Lomé, 12 mai (ATOP) – Les travaux d’un atelier régional de capitalisation, d’apprentissage et de partage d’expériences sur l’Éducation en situation d’urgence (ESU) et l’Éducation à l’environnement et au développement durable (EEDD) ont démarré, le mardi 12 mai à Lomé.
Cette rencontre de quatre jours est à l’initiative de la Coalition nationale togolaise pour l’Education pour tous (CNT/EPT), en collaboration avec l’Unité régionale de gestion du programme « Éducation à voix haute » (EOL). Elle regroupe vingt-huit (28) délégués issus de coalitions nationales et d’organisations de la société civile de dix pays : le Bénin, le Burkina Faso, le Cameroun, la France, la Guinée, le Madagascar, le Niger, le Sénégal, le Tchad et le Togo.
L’objectif est de renforcer l’apprentissage collectif et de capitaliser les acquis du « collaboratif ESU » afin d’orienter les actions futures du programme EOL. Il s’agit spécifiquement d’évaluer la phase 2 dudit programme, d’explorer les liens intrinsèques entre les crises (conflits, déplacements) et les enjeux climatiques, et de définir les priorités pour les douze prochains mois.
L’ambition est de transformer les systèmes éducatifs pour qu’ils ne soient plus simplement réactifs face aux crises, mais proactifs et résilients. Les participants plancheront sur l’actualisation des normes minimales d’éducation, l’analyse des plans sectoriels sous l’angle climatique et la maîtrise des techniques de plaidoyer stratégique.
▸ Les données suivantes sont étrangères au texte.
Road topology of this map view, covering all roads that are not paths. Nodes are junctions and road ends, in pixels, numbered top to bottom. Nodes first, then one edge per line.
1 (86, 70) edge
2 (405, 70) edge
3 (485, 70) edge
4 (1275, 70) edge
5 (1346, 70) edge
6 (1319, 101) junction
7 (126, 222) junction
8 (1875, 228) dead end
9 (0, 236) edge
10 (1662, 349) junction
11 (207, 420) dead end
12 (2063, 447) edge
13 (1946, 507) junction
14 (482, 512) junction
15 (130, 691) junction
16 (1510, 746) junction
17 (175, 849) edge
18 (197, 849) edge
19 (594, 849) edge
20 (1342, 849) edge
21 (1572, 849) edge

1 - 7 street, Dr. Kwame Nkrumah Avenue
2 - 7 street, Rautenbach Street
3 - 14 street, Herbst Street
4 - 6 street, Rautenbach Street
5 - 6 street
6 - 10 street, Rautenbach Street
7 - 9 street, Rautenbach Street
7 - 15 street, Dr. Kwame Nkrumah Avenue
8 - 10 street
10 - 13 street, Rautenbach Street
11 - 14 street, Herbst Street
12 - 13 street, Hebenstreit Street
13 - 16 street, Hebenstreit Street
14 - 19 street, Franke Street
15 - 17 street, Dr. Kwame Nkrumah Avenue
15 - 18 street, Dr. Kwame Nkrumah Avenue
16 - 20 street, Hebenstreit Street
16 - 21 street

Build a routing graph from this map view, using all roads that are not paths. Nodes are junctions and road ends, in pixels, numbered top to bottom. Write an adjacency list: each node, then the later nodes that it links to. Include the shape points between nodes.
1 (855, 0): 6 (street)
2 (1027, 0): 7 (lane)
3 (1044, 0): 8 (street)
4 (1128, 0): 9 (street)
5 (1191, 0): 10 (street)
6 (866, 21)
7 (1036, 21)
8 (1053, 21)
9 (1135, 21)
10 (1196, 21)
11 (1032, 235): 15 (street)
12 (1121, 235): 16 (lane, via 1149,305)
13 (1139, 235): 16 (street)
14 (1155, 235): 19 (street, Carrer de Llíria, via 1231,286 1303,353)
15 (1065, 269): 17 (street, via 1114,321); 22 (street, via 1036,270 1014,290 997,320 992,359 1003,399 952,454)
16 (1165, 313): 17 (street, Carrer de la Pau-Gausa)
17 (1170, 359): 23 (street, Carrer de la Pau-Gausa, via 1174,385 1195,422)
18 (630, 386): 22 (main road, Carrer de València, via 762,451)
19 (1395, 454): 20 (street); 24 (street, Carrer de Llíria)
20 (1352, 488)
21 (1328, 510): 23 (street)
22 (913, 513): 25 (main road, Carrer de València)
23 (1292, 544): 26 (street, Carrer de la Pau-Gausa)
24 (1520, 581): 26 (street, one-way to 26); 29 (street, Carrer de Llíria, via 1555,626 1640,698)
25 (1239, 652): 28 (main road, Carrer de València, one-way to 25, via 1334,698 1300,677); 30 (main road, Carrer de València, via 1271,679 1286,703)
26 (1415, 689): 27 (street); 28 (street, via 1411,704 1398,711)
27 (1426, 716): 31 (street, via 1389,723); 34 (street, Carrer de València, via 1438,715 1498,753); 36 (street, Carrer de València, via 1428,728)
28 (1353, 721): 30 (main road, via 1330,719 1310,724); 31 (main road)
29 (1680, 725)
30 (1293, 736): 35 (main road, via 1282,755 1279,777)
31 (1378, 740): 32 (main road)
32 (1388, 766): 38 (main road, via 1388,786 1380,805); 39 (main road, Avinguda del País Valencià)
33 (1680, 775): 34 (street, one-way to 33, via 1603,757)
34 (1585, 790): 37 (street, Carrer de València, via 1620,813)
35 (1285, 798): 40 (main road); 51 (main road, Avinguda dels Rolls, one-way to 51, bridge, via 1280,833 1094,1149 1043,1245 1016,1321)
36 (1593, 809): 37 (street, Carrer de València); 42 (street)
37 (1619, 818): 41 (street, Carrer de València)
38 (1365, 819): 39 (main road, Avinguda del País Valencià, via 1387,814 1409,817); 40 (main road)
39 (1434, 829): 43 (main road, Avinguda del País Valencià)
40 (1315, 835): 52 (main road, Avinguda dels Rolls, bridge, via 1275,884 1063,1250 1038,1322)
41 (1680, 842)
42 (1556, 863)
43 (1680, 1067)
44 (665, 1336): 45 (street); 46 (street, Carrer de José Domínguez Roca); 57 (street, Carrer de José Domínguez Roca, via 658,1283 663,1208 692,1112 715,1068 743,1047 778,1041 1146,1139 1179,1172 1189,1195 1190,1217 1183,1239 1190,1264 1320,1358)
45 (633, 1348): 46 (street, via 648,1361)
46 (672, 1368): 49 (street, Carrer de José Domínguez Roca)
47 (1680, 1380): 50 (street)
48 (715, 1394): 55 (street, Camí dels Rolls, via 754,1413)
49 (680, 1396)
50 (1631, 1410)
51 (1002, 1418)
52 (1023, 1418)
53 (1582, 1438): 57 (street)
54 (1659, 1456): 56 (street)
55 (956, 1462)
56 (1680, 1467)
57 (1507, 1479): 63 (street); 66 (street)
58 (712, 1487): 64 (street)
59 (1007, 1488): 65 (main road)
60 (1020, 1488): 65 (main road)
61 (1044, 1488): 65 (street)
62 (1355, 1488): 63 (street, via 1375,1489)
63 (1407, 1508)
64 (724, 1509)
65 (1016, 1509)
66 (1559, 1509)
Le vice-doyen de l’Inspection générale de l’éducation (IGE), Agbozoh Koffi Sena, représentant son ministre de tutelle, a souligné que la diminution des financements internationaux, couplée aux crises sécuritaires et climatiques, menace la qualité de l’apprentissage. « Ces réalités exigent de nous une meilleure coordination et un alignement renforcé sur les priorités nationales pour garantir une éducation inclusive et équitable », a-t-il déclaré. Il a exhorté les délégués à formuler une feuille de route claire pour protéger le parcours scolaire des enfants les plus vulnérables.
Le président du conseil d’administration de la CNT/EPT, Assogba Kodjovi, a dressé un diagnostic des défis actuels, citant la raréfaction des ressources et l’impact du changement climatique. Il a salué la dynamique du programme « Éducation à Voix Haute », mis en œuvre par Oxfam, qui soutient la société civile dans sa mission de veille et de proposition.
La conseillère régionale du programme EOL en Afrique de l’Ouest et Centrale, Mme Asmara Figue, représentante d’Oxfam Danemark, a qualifié la situation de « particulièrement alarmante » dans la zone sahélienne. Elle a précisé que les fermetures d’écoles dues aux conflits armés ont été multipliées par quatre en cinq ans au Burkina Faso, au Niger et au Tchad. Mme Figue a déploré la stagnation des budgets alloués à l’éducation humanitaire alors que les besoins explosent. Elle a appelé les décideurs à une augmentation des investissements pour éviter que près d’un quart de milliard d’enfants touchés par les crises ne soient laissés pour compte.
L’ESU regroupe l’ensemble des actions permettant d’assurer la continuité pédagogique (classes temporaires, cours à distance) pour les populations frappées par des conflits ou des catastrophes naturelles.